= TRIM14 =

Mammalian protein found in Homo sapiens

Tripartite motif-containing 14 is a protein encoded by the TRIM14 gene in the human genome. It belongs to the TRIM family of proteins which contain the TRIM motif on the N-terminus. TRIM14 lacks the RING domain within the motif and therefore it loses the function of E3 ubiquitin ligase in eukaryotic cells. Instead, the PRYSPRY domain on the C-terminus allows TRIM14 to be categorized into an evolutionarily younger group of TRIM proteins which are involved in the regulation of innate immunity. TRIM 14 is localized in both the cytoplasm and the cell nucleus.

==Function==
TRIM14 acts in cell proliferation, differentiation, morphogenesis, autophagy and in the initiation of the anti-viral immune response by innate immunity.

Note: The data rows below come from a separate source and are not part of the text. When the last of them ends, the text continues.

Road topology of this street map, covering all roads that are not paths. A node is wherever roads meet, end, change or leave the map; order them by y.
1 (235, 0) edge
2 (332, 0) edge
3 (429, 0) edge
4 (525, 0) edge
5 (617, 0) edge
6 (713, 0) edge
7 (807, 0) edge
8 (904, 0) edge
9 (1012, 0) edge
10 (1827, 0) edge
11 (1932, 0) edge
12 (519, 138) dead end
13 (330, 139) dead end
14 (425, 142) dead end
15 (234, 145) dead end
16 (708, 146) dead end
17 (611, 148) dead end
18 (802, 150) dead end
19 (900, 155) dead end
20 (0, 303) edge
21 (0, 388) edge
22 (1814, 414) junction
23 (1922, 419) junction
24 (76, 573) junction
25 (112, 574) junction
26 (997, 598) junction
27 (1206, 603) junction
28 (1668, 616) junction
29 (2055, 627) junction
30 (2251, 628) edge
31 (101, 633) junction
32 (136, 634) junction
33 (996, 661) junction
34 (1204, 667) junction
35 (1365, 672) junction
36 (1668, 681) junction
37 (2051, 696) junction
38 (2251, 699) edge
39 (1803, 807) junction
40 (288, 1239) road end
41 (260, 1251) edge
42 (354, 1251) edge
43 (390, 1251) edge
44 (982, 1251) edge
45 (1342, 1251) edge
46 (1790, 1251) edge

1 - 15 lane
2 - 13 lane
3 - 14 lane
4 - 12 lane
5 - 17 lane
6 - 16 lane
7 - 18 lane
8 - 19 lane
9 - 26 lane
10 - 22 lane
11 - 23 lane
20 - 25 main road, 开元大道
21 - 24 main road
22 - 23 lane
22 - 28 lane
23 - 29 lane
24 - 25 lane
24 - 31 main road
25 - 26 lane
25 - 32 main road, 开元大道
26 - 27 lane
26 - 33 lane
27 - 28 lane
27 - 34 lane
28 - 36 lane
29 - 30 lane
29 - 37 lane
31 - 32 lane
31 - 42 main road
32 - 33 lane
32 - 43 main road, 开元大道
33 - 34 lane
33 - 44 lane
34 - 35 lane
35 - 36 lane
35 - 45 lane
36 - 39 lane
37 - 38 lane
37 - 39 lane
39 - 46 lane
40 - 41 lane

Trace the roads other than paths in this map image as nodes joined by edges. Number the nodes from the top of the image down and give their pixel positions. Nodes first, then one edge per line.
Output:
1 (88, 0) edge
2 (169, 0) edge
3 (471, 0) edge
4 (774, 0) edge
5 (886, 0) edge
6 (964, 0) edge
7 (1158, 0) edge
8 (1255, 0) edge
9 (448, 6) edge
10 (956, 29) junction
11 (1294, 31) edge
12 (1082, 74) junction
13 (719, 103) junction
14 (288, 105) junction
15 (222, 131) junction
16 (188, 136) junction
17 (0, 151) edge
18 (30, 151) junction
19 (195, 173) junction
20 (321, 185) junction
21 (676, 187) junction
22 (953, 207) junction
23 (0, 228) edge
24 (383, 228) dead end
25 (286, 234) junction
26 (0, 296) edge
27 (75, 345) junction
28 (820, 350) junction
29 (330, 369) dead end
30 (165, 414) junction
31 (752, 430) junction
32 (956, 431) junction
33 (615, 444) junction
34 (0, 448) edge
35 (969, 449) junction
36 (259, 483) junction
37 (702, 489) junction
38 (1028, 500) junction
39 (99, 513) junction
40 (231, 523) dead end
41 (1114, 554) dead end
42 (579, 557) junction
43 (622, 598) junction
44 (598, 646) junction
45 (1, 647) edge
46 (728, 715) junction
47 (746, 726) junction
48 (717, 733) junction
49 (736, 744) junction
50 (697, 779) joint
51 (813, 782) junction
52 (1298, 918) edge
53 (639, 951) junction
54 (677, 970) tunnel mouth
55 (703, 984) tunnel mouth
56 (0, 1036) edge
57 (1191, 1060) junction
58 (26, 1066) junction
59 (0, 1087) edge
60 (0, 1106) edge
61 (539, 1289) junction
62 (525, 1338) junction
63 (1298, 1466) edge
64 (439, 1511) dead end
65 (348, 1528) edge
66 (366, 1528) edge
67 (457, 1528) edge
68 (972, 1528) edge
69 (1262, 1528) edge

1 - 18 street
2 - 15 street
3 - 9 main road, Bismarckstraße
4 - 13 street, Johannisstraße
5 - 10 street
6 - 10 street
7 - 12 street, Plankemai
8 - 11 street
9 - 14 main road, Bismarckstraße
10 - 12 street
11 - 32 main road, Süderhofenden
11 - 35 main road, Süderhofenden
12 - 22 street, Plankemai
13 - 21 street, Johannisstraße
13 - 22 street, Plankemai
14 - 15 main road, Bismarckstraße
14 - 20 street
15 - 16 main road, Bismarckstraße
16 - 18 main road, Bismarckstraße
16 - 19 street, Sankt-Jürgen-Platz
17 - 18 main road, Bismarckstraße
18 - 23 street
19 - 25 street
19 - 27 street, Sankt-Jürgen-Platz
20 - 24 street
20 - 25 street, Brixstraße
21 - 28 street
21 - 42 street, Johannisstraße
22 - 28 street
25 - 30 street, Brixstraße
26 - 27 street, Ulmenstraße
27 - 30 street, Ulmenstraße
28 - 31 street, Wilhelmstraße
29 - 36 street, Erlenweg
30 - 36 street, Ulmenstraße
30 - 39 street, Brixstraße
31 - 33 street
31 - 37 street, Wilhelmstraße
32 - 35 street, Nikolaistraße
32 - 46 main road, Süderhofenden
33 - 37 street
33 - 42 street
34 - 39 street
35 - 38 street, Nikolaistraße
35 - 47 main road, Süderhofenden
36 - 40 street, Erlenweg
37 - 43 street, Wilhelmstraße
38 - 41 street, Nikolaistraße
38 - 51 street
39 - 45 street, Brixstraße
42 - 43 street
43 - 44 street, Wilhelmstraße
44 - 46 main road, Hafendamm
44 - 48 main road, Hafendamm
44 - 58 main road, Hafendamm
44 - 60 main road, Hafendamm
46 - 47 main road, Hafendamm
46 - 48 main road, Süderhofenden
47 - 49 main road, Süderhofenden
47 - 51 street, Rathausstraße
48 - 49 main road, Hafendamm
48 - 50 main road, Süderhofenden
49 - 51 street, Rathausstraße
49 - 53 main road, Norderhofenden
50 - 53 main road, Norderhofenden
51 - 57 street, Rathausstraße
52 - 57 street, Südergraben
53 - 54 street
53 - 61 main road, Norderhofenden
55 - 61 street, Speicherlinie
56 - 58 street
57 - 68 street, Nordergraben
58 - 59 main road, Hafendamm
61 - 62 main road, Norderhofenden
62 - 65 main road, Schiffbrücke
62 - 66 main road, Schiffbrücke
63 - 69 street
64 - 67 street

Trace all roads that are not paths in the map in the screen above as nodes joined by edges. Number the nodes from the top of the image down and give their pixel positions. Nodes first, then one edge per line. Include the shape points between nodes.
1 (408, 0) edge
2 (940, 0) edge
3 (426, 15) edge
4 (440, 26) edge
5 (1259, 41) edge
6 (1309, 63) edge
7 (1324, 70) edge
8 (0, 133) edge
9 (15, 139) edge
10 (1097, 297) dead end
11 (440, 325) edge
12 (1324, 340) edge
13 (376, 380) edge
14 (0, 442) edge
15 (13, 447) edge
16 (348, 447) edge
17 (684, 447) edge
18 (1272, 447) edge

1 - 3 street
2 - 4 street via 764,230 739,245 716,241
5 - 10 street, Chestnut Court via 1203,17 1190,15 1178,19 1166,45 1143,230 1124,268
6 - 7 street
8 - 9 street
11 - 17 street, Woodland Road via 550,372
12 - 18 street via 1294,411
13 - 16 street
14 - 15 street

Overexpression of TRIM14 in mouse embryonic stem cells (mESC) leads to upregulation of several genes (hsp90ab1, prr13, pu.1, tnfrsf13c (baff-r), tnfrsf13b (taci), hlx1, hbp1, junb and pdgfrb) which are involved in early stage differentiation of embryonic stem cells, in the mesodermal layer. The same genes are upregulated in human embryonic kidney cells 293 (HEK293) (except for hlx1, hbp1, junb and pdgfrb). Therefore, TRIM14 regulates gene expression in different cell types by a universal mechanism: interaction with the transcription factors common to TRIM proteins. The mouse homologue of TRIM14, the "Pub protein", was shown to interact with transcription factor PU.1 (SPI1) and inhibit its activity. PU.1 is a transcription factor critical for proliferation and differentiation of myeloid cells and B lymphocytes. Hence, TRIM14 (Pub) is likely associated with the regulation of development of the immune cells.

TRIM14 transfected HEK293 cell show increased transcription of eighteen genes involved in the innate immune system. They are ifna, il6 (ifnb2), isg15, raf-1, NF-kB (nf-kb1, rela, nf-kb2, relb), grb2, grb3-3, traf3ip2, junB, c-myb, pu.1, akt1, tyk2, erk2, and mek2. In the same cells, the stable expression of TRIM14 allowed the suppression of the replication of Sindbis virus. The influence of TRIM14 on RNA viruses replication was proven in several experiments and it was found to be upregulated in viral-infected tissues. Additionally, TRIM14 knockout mice are lethal after herpes simplex virus (HSV) infection.

The antiviral role of TRIM14 has also been confirmed by the inhibition of the selective autophagic degradation of the cytoplasmic DNA sensor, cGAS. In normal cells, cGAS is modified by the K48-polyubiquitin chain. It goes to the p62 mediated autophagic degradation and the type I IFN signalling is suppressed. Induction of TRIM14 by type I IFN leads to activation of USP14 which then cleaves the polyubiquitin chain from cGAS and type I IFN signalling is stabilized. So, there is a positive loop between TRIM14 and type I IFN signalling.

== Expression pattern ==
The mRNA for TRIM14 has been found in many organs with a prevalence in those organs with a high number of immune cells such as the spleen, lymph nodes, and gastrointestinal tract.